-- Records shown follows --

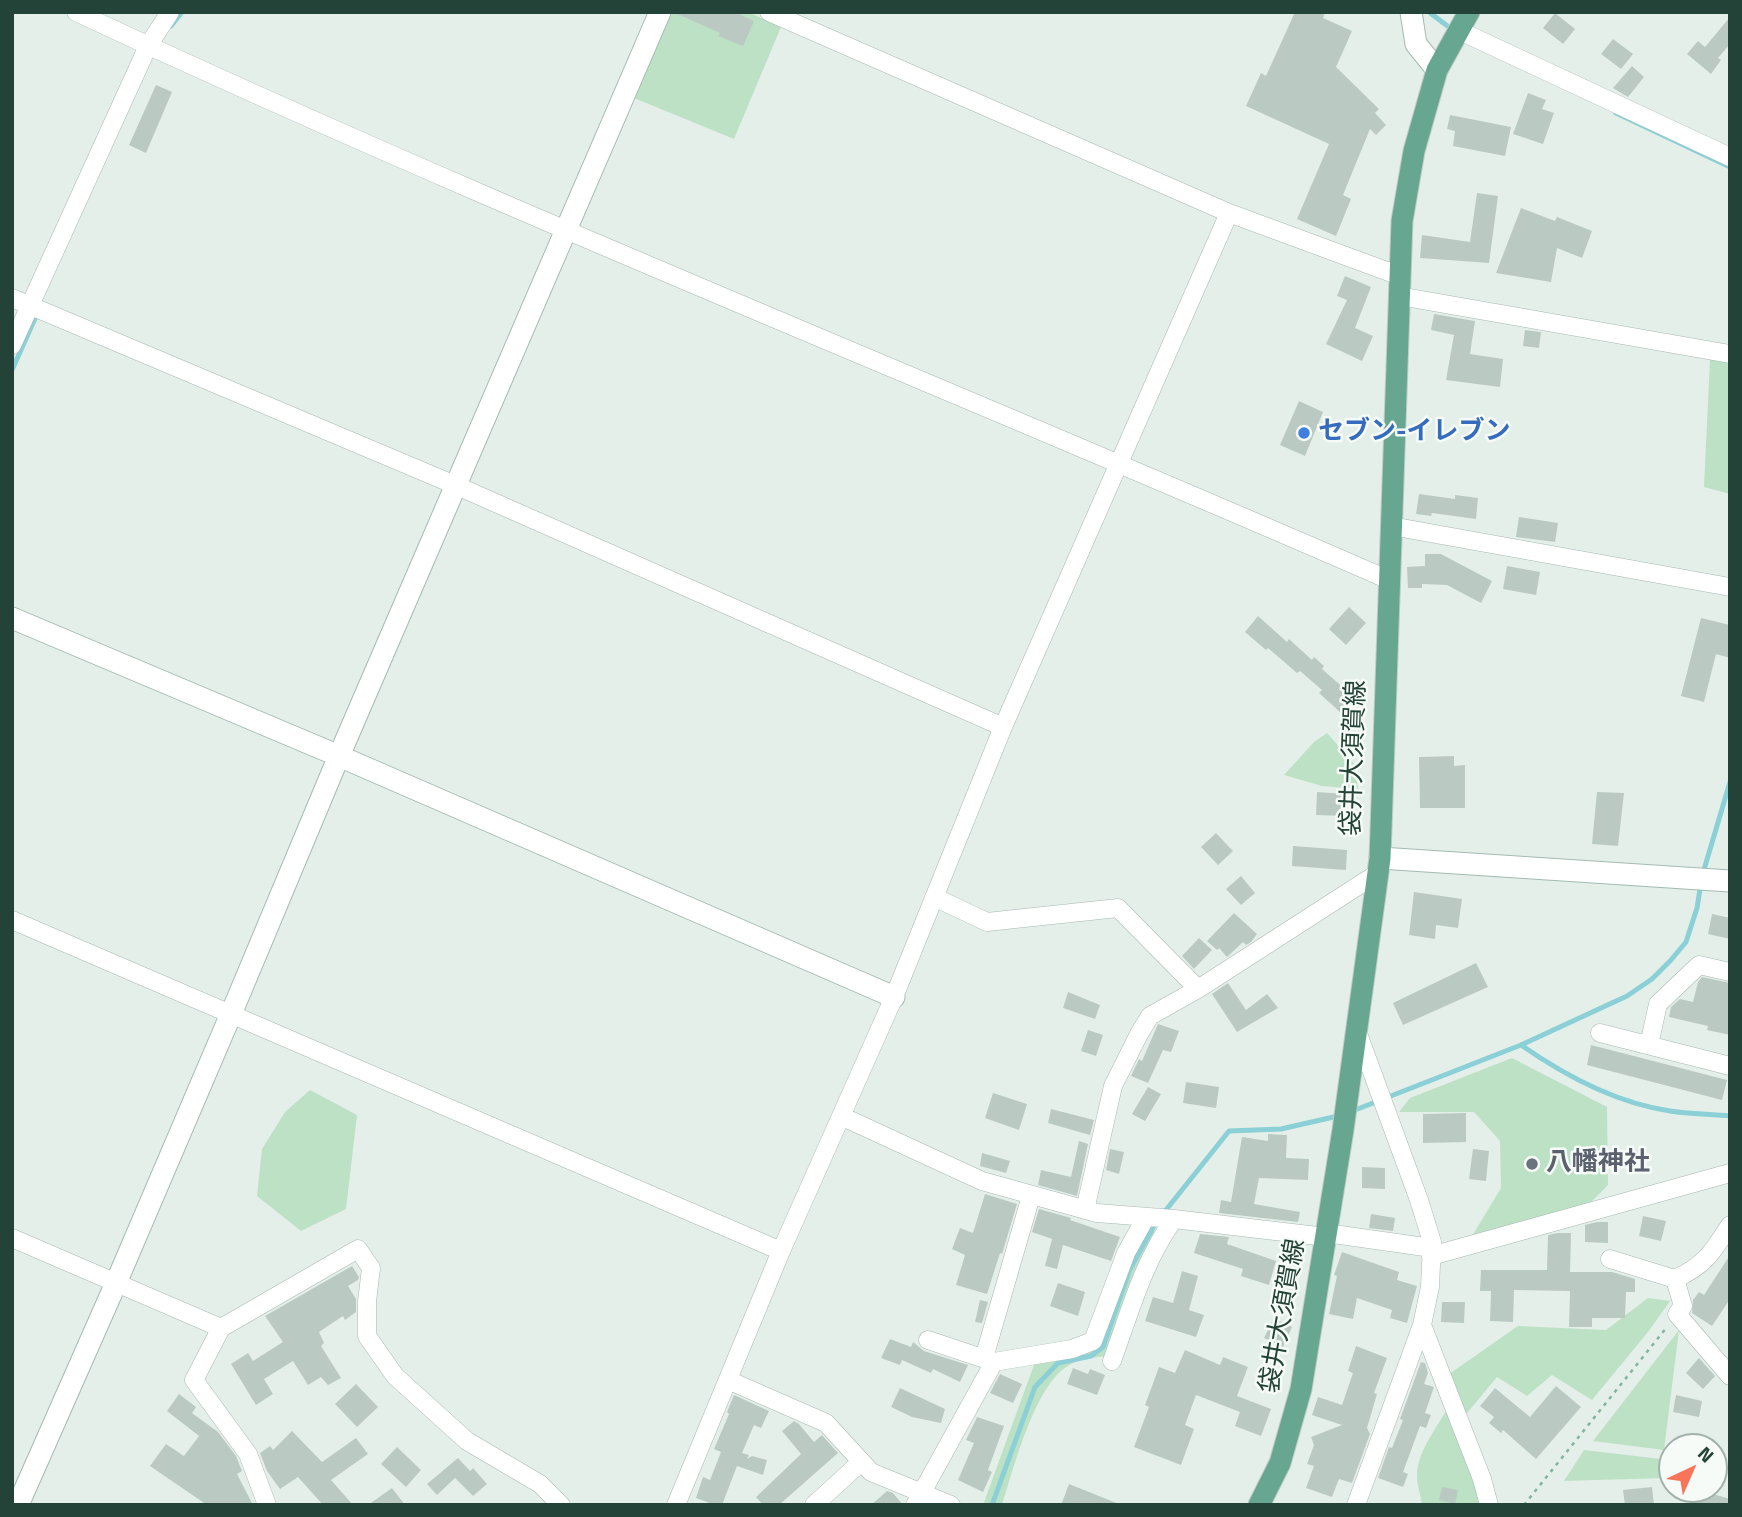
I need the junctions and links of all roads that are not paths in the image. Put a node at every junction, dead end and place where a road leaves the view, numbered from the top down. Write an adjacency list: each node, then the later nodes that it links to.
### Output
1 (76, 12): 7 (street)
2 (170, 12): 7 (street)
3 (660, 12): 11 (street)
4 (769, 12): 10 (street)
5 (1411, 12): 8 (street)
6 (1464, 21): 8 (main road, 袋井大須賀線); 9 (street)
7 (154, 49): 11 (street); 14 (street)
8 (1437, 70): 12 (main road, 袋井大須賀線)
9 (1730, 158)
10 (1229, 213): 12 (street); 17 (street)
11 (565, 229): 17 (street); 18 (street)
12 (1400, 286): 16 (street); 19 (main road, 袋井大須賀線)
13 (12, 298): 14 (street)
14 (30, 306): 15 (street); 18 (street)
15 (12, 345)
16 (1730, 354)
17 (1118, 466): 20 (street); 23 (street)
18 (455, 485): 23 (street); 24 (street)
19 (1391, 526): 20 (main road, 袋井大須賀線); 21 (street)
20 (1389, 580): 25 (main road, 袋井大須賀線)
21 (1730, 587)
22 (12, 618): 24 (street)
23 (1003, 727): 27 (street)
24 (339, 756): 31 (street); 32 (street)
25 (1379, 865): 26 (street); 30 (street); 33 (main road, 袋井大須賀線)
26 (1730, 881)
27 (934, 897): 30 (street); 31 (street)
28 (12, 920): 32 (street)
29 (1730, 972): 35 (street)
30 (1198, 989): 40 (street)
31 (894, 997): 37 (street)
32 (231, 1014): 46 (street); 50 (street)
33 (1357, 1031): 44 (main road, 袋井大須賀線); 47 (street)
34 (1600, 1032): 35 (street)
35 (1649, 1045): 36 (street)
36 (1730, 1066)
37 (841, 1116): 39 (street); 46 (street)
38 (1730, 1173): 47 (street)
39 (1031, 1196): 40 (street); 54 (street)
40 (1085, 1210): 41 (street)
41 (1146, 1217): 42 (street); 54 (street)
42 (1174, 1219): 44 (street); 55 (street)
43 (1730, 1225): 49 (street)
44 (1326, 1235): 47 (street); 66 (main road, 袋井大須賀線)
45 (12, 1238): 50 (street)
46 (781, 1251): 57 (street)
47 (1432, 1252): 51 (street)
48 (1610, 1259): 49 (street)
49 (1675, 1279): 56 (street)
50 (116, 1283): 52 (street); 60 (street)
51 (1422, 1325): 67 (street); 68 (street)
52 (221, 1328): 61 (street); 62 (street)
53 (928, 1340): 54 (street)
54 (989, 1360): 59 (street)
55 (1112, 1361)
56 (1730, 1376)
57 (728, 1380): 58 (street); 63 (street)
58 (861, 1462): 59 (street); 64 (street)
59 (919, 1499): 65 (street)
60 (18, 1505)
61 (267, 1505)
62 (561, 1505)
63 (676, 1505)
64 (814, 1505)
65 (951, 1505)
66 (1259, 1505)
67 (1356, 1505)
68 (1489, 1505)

-- Records shown concluded --

◆ What you will do
In the records above, each line with the string "road" should be copied.

◆ Response to this task
I need the junctions and links of all roads that are not paths in the image. Put a node at every junction, dead end and place where a road leaves the view, numbered from the top down. Write an adjacency list: each node, then the later nodes that it links to.
6 (1464, 21): 8 (main road, 袋井大須賀線); 9 (street)
8 (1437, 70): 12 (main road, 袋井大須賀線)
12 (1400, 286): 16 (street); 19 (main road, 袋井大須賀線)
19 (1391, 526): 20 (main road, 袋井大須賀線); 21 (street)
20 (1389, 580): 25 (main road, 袋井大須賀線)
25 (1379, 865): 26 (street); 30 (street); 33 (main road, 袋井大須賀線)
33 (1357, 1031): 44 (main road, 袋井大須賀線); 47 (street)
44 (1326, 1235): 47 (street); 66 (main road, 袋井大須賀線)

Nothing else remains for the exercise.